Kendati demikian, nampaknya terdapat angin segar untuk segera melakukan Pembelajaran Tatap Muka (PTM) di Indonesia. Hal ini memang sudah dicanangkan oleh Kemendikbud bahwa Juli 2021 mendatang, PTM di sekolah dan universitas sudah bisa dilakukan, namun tetap dengan protokol kesehatan yang ada serta masih dibatasi sekitar 50 persen dari kuota kelas. Pembukaan tersebut dinyatakan juga mesti harus berpedoman pada 5 tahapan, yaitu tahap prakondisi, timing, penentuan prioritas, koordinasi pusat dan daerah serta tahapan monitoring dan evaluasi.
Pembelajaran Jarak Jauh (PJJ) yang selama ini berjalan pada dasarnya memang menuai pro dan kontra di tengah masyarakat. Dikarenakan perlunya penyesuaian serta adaptasi terhadap kebiasaan baru yang tidak biasa untuk dilakukan. Lebih lanjut, disatu sisi sebenarnya pembelajaran berbasis daring ini sangat diperlukan, mengingat kasus positif Covid-19 di Indonesia terus bertambah. Namun disisi lain, tentu akan melelahkan bagi pelajar maupun tenaga pendidik yang mengalami kesulitan dan kendala terhadap PJJ, baik soal akses internet, kendala teknis, psikologis maupun hal yang lainnya.

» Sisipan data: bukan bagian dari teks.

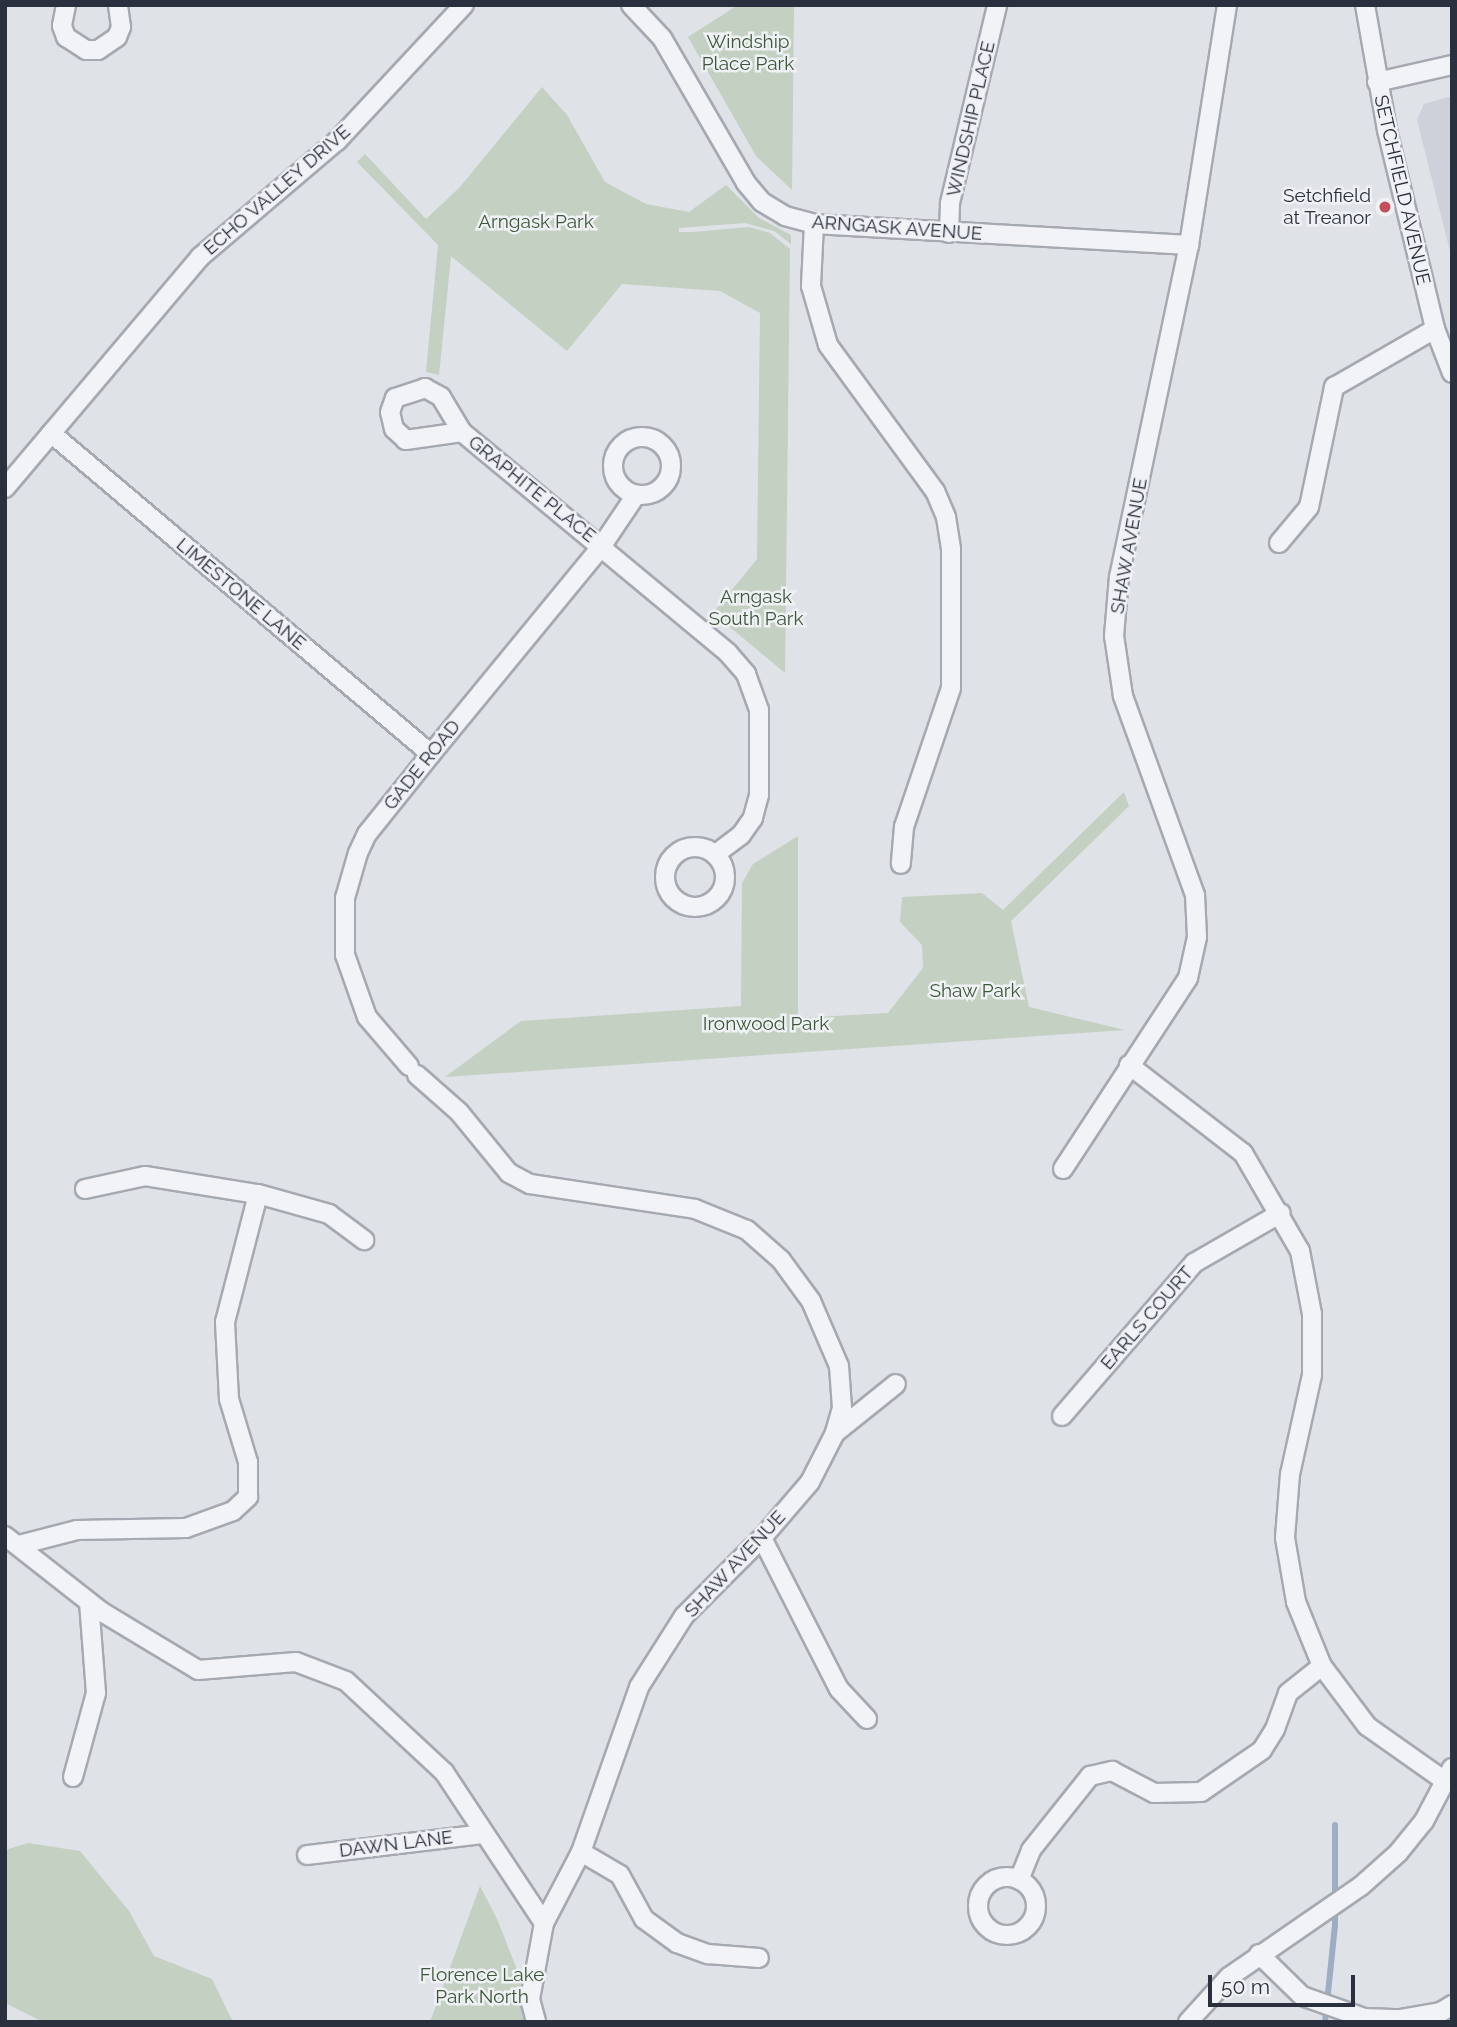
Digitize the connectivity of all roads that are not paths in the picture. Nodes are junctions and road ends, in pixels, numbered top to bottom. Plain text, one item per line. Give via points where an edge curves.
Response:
1 (66, 5) edge
2 (118, 5) edge
3 (448, 5) edge
4 (464, 5) edge
5 (631, 5) edge
6 (998, 5) edge
7 (1227, 5) edge
8 (1365, 5) edge
9 (443, 23) junction
10 (1452, 65) edge
11 (1377, 82) junction
12 (814, 224) junction
13 (949, 233) junction
14 (1189, 245) junction
15 (1435, 329) junction
16 (1452, 373) edge
17 (462, 432) dead end
18 (51, 433) junction
19 (5, 488) edge
20 (636, 495) dead end
21 (1279, 543) dead end
22 (601, 547) junction
23 (430, 754) junction
24 (716, 854) dead end
25 (901, 864) dead end
26 (1129, 1066) junction
27 (1063, 1169) dead end
28 (85, 1189) dead end
29 (258, 1194) junction
30 (1280, 1213) junction
31 (364, 1240) dead end
32 (896, 1384) dead end
33 (1062, 1416) dead end
34 (835, 1433) junction
35 (762, 1538) junction
36 (12, 1540) edge
37 (89, 1602) junction
38 (1322, 1666) junction
39 (867, 1719) dead end
40 (1448, 1774) edge
41 (73, 1777) dead end
42 (485, 1834) junction
43 (582, 1852) junction
44 (307, 1855) dead end
45 (1019, 1880) dead end
46 (544, 1923) junction
47 (1259, 1954) junction
48 (759, 1958) dead end
49 (1452, 2005) edge
50 (1363, 2020) edge
51 (536, 2022) edge
52 (1188, 2022) edge

1 - 2 street via 62,26 66,37 86,50 97,50 117,37 121,26
3 - 9 street, ECHO VALLEY DRIVE
4 - 9 street, ECHO VALLEY DRIVE
5 - 12 street, ARNGASK AVENUE via 662,38 746,183 762,202 785,216
6 - 13 street, WINDSHIP PLACE via 950,203
7 - 14 street, SHAW AVENUE
8 - 11 street, SETCHFIELD AVENUE
9 - 18 street, ECHO VALLEY DRIVE via 337,141 200,257
10 - 11 street
11 - 15 street, SETCHFIELD AVENUE
12 - 13 street, ARNGASK AVENUE
12 - 25 street via 811,286 828,345 935,491 946,517 951,550 951,688 904,827
13 - 14 street, ARNGASK AVENUE
14 - 26 street, SHAW AVENUE via 1119,577 1114,636 1123,696 1195,895 1197,937 1188,978
15 - 16 street, SETCHFIELD AVENUE
15 - 21 street via 1334,387 1309,507
17 - 22 street, GRAPHITE PLACE
18 - 19 street, ECHO VALLEY DRIVE
18 - 23 street, LIMESTONE LANE
20 - 22 street, GADE ROAD
22 - 23 street, GADE ROAD
22 - 24 street, GRAPHITE PLACE via 728,653 755,693 760,710 760,795 753,818 741,835
23 - 34 street, GADE ROAD via 368,834 350,874 343,921 354,989 367,1017 413,1071 459,1112 509,1172 530,1184 695,1209 747,1230 781,1260 811,1301 839,1366 842,1408
26 - 27 street, SHAW AVENUE
26 - 30 street via 1243,1153
28 - 29 street via 145,1176
29 - 31 street via 329,1214
29 - 36 street via 225,1322 229,1399 248,1462 248,1497 233,1511 186,1528 77,1531
30 - 33 street, EARLS COURT via 1194,1262
30 - 38 street via 1300,1251 1311,1314 1312,1376 1290,1474 1285,1538 1296,1602
32 - 34 street, SHAW AVENUE
34 - 35 street, SHAW AVENUE via 810,1482
35 - 39 street via 839,1689
35 - 43 street, SHAW AVENUE via 684,1616 639,1687
36 - 37 street
37 - 41 street via 96,1693
37 - 42 street via 198,1670 296,1662 346,1681 444,1772
38 - 40 street via 1367,1726
38 - 45 street via 1287,1693 1262,1750 1209,1788 1170,1796 1154,1793 1123,1773 1090,1776 1031,1850
40 - 47 street via 1424,1821 1380,1870
42 - 44 street, DAWN LANE
42 - 46 street
43 - 46 street, SHAW AVENUE
43 - 48 street via 620,1875 644,1919 677,1943 708,1954
46 - 51 street, SHAW AVENUE via 530,1999
47 - 50 street via 1302,1996
47 - 52 street via 1207,1997
49 - 50 street via 1441,2012 1399,2020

Dari hal di atas juga, tentu diperlukan kerjasama dan pro-aktif antara jajaran pemerintah daerah hingga nasional. Terlebih, kebijakan bijak yang tidak terlalu menyulitkan masyarakat di tengah pandemi tentu sangat ditunggu oleh publik. Walaupun demikian, guna mendukung program pemerintah kedepannya diperlukan pula dukungan dari masyarakat luas untuk mematuhi protokol kesehatan yang ada.